The accounting industry has long realized that the day would come where there would be a talent gap as one generation of professionals prepares to retire and a new one is ushered in. As such, firms have been working to increase their efforts to recruit top talent and lessen the gap. However, there still remains a gap between recruiting and retaining talent.
As accounting firms work to recruit and hire top talent, they also need to focus efforts on retaining the staff already in their firm. Recent ADP research found that 67 percent of professional services employees, including accounting professionals, are actively or passively seeking new jobs. That’s higher than the average across all industries. While passive job seekers are not actively looking for a new job, they will entertain recruiters that approach them, which could leave to them taking a new position. ADP found that passive job seekers make up 50 percent of the job force within professional services.
“The labor market is tightening. The talent pool is scarce and the rate of openings is growing faster than firms are hiring, which definitely creates a challenge in attracting and retaining talent. Accounting firms can’t just focus on attracting the talent. They also need to work on engaging and retaining the talent they have,” said Ahu Yildirmaz, co-head of ADP Research Institute.
As firms look to recruit, engage and retain talent, they will need to focus on five factors: flexibility, personal development, stability, freedom and meaningful work. They all essentially come down to providing a mix of the right technology and meaningful work.
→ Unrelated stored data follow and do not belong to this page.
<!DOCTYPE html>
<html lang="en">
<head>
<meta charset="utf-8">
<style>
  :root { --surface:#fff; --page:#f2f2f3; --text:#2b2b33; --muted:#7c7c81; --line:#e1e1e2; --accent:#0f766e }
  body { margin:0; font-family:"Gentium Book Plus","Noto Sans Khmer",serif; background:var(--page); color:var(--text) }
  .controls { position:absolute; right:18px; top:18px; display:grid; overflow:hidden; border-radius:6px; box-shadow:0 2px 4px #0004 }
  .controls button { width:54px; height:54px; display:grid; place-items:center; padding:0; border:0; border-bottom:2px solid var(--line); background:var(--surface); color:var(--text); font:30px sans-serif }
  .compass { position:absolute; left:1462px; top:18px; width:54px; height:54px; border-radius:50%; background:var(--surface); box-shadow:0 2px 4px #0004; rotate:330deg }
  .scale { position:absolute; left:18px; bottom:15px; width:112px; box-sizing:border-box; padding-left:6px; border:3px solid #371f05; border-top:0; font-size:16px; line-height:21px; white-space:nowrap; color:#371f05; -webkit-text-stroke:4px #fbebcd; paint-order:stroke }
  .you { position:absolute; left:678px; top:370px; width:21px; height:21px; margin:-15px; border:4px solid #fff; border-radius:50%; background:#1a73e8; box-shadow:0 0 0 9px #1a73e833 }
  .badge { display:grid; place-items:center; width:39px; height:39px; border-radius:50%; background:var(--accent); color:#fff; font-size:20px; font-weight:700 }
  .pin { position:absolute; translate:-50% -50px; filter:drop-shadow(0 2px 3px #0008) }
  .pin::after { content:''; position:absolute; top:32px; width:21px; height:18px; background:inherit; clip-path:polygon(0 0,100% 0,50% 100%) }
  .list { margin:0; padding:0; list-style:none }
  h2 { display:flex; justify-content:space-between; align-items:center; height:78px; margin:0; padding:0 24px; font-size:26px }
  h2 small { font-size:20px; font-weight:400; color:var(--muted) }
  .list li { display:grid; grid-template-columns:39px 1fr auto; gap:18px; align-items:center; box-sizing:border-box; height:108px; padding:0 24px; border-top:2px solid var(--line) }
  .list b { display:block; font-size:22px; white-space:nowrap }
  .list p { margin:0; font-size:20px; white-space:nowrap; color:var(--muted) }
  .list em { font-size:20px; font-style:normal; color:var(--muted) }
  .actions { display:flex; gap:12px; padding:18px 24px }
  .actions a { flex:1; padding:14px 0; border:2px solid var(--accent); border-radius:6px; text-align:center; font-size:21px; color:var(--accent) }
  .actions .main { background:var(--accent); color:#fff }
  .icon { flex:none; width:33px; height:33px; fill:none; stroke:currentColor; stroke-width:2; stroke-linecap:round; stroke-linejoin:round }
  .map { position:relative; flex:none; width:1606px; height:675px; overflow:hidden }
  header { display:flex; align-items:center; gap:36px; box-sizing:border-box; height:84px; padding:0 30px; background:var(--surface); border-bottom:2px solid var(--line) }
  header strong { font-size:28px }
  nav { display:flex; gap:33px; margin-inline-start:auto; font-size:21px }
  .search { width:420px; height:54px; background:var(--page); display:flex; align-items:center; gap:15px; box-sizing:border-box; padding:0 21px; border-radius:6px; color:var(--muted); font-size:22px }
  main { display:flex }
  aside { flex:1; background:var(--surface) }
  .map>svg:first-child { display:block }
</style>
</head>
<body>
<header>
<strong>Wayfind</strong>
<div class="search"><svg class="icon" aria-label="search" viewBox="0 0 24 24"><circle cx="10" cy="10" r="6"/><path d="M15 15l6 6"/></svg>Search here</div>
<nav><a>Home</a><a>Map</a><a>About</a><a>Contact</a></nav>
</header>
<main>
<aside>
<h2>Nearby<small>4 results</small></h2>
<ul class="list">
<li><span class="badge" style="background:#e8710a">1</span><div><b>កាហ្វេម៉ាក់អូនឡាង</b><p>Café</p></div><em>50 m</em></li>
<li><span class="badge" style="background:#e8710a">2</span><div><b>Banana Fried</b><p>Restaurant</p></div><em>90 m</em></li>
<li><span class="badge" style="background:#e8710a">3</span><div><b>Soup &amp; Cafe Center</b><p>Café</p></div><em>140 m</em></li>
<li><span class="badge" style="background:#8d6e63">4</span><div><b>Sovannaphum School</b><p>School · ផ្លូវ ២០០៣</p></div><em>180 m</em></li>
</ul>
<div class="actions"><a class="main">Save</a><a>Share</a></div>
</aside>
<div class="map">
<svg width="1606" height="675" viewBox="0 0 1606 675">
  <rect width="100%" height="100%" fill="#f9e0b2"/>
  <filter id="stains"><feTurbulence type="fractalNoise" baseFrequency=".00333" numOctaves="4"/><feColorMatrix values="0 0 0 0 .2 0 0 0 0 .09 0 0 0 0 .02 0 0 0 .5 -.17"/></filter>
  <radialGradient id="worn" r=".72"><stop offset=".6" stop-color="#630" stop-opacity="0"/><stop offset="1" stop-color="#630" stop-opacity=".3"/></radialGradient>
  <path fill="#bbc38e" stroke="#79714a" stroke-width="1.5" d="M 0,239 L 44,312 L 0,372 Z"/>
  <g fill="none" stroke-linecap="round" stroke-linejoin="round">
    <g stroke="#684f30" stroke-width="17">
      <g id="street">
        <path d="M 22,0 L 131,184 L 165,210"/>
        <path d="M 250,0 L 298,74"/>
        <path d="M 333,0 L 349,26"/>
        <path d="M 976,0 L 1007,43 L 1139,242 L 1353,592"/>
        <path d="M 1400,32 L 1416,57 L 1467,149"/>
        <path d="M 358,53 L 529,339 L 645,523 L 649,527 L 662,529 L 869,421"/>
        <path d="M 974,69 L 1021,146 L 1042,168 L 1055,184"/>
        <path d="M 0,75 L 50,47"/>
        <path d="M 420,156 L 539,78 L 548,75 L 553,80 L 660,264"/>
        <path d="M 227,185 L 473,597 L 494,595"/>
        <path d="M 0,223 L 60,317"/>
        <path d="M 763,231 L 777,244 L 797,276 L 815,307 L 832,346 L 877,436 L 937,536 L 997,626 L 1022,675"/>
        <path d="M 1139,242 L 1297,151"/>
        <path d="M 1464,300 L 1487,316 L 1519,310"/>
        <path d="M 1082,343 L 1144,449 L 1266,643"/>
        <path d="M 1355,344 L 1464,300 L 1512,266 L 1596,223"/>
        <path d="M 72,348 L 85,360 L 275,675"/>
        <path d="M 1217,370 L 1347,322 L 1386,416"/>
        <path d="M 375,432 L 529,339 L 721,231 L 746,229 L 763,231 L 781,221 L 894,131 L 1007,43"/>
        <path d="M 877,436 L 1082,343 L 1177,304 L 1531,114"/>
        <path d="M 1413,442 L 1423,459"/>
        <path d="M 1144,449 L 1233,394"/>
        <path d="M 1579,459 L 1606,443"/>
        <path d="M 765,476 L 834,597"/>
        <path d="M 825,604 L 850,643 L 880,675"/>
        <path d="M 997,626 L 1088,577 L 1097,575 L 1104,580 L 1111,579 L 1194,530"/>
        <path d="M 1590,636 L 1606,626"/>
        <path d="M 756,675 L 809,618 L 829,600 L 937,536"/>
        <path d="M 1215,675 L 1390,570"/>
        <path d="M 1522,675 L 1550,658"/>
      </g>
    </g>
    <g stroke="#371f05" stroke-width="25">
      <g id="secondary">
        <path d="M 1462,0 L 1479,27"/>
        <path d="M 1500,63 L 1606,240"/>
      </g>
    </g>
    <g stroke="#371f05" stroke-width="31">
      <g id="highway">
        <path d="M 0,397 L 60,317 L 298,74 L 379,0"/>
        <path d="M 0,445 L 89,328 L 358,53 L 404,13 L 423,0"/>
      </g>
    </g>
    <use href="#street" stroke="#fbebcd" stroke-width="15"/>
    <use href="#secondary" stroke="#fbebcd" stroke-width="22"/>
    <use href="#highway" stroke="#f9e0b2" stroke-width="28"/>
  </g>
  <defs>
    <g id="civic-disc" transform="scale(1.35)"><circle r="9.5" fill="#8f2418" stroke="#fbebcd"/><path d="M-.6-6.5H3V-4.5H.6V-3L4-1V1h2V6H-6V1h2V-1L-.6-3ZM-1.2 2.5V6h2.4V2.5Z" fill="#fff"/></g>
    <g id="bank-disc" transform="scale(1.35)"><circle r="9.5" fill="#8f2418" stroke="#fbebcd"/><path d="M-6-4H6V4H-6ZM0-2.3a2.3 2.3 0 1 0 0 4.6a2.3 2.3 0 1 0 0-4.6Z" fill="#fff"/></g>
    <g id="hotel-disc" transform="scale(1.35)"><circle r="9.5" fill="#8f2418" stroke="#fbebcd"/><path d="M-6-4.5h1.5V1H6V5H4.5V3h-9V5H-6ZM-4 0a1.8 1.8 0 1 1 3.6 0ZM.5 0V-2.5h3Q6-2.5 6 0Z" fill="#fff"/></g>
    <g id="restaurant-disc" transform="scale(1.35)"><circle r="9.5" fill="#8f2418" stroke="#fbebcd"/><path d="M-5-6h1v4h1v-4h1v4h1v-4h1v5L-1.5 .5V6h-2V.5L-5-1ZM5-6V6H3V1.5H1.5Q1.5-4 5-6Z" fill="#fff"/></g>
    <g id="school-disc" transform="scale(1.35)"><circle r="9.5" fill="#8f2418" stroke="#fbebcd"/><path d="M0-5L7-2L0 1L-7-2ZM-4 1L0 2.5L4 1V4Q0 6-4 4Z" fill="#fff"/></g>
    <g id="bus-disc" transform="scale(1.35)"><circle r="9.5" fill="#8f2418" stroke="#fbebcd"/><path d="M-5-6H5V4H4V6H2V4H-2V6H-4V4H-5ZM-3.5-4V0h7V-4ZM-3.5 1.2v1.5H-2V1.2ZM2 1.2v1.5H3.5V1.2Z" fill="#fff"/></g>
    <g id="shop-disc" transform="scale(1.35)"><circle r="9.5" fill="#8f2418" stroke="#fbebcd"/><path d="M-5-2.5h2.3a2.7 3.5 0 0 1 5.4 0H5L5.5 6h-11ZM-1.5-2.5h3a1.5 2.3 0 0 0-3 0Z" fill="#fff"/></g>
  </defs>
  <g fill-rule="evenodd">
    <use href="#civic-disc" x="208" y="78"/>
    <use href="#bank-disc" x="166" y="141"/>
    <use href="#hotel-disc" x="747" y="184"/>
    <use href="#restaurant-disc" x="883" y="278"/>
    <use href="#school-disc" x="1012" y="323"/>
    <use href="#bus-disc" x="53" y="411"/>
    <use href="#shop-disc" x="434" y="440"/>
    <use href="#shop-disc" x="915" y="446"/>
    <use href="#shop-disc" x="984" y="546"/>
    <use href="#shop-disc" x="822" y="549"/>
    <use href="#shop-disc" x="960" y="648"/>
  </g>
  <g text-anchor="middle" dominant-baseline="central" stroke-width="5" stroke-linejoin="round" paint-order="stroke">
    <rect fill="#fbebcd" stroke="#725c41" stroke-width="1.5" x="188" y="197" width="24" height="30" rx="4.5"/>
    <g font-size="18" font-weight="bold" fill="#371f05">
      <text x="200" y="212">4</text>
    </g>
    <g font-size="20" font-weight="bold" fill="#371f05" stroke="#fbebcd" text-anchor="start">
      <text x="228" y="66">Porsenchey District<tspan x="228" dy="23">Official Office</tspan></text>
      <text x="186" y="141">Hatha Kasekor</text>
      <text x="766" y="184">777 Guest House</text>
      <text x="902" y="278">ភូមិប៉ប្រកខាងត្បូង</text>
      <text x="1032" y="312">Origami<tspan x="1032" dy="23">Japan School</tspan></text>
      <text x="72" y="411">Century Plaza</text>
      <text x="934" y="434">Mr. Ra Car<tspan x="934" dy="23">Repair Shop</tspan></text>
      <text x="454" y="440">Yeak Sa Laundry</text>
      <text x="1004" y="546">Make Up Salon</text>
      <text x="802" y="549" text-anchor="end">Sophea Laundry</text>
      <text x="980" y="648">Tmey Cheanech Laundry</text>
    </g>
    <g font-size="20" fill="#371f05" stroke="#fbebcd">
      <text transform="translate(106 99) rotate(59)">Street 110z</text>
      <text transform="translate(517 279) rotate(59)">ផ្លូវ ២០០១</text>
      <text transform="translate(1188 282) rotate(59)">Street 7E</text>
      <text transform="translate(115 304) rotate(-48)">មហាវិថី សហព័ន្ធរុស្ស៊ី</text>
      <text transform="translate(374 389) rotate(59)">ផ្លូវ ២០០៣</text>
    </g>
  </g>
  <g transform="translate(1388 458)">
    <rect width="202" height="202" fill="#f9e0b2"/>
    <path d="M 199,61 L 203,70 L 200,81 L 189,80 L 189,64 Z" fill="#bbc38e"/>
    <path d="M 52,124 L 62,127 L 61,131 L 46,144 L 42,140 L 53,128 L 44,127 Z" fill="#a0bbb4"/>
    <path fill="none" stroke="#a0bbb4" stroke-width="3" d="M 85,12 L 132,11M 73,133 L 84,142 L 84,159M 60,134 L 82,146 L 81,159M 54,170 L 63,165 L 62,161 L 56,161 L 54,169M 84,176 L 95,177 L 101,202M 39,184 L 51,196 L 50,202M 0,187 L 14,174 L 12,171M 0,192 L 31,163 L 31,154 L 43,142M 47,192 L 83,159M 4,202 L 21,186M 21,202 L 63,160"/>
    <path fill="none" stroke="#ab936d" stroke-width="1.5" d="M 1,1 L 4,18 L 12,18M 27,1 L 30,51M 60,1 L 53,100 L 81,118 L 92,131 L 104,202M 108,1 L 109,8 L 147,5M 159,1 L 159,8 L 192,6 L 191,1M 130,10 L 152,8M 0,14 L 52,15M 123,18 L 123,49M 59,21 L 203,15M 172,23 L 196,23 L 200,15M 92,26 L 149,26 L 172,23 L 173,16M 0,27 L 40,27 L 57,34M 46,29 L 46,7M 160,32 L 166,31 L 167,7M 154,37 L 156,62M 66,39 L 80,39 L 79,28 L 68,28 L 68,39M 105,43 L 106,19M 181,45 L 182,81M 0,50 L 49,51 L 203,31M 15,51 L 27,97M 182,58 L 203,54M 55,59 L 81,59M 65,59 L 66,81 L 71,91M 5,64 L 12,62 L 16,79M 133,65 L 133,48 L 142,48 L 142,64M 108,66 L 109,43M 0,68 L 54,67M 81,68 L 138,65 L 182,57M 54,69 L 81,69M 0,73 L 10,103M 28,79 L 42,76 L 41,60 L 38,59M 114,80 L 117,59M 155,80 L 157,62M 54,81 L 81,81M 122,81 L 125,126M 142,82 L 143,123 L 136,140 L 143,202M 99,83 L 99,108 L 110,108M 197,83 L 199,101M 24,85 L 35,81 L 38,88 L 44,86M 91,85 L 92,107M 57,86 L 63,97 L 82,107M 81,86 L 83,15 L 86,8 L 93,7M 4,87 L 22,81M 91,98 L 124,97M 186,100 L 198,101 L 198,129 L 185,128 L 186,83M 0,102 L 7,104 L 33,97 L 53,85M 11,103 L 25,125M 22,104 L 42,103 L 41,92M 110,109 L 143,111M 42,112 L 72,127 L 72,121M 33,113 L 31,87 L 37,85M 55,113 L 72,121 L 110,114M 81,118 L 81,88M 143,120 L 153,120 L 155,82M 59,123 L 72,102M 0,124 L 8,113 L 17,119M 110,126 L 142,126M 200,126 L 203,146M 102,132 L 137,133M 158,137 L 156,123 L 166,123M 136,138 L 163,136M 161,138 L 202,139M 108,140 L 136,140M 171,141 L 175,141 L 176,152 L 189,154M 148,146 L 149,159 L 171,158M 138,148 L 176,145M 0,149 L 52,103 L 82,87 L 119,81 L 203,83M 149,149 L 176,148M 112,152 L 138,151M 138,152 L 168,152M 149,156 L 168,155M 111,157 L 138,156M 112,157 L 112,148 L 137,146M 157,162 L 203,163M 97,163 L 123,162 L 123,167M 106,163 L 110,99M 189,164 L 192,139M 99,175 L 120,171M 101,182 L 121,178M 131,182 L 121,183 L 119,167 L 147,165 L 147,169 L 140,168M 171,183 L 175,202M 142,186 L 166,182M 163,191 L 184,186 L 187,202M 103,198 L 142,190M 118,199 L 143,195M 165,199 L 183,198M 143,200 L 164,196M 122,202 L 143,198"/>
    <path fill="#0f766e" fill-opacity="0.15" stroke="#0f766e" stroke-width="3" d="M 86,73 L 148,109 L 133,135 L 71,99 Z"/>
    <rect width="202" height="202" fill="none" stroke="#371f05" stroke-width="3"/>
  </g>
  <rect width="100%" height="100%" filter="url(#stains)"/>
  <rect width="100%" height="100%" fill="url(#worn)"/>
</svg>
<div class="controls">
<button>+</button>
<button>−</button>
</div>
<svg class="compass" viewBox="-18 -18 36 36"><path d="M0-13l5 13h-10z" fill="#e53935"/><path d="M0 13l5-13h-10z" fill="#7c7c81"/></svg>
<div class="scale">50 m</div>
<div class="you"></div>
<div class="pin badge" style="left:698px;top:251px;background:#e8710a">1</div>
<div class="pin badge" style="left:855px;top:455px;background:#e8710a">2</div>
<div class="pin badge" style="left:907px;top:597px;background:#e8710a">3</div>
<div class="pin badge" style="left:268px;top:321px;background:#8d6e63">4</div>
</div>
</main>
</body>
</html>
Ninety-five percent of employees believe they will be able to work from anywhere in the world. Accounting firms that want to attract and retain professionals need to update their expectations about where and how their staff work, as well as provide easy access to cloud and mobile solutions, so accountants can do their jobs with freedom. Employees are also looking for the meaning in their work. No matter the size of the firm, they want meaning in the job they do.
Not surprisingly, the factors firms need to consider when recruiting talent are the same factors needed to retain talent. In fact, ADP found that 60 percent of employees have actually walked away from a job because it turned out to be different than they expected.
“Whatever you promised to attract the employee, you have to keep those promises if you wish to retain them.,” said Yildirmaz, who recently spoke at an AICPA conference on how the workforce is changing.
Job changeover is highest among younger professionals with 64 percent of employees aged 24 or younger switching jobs. The rate drops to 30 percent for professionals aged 25-34 and is even lower for those over 35 years of age, which also happens to contain those professionals nearing retirement. In the next 15 years, it is estimated that 75 percent of accountants will retire, making retention a hot button topic for firms concerned with knowledge transfer and succession.
“Millennials feel that in order for them to advance in their careers, they need to leave their current company and go to another job to get higher wages. However, we know it takes more than just wages to engage and retain talent,” said Yildirmaz. “It’s more important than ever for firms to focus on improving engagement and meaningful human connection and development if they want to retain their talent. Leaders have to be proactive in their efforts to create a sense of purpose between senior managers and employees that is driven from the top down.”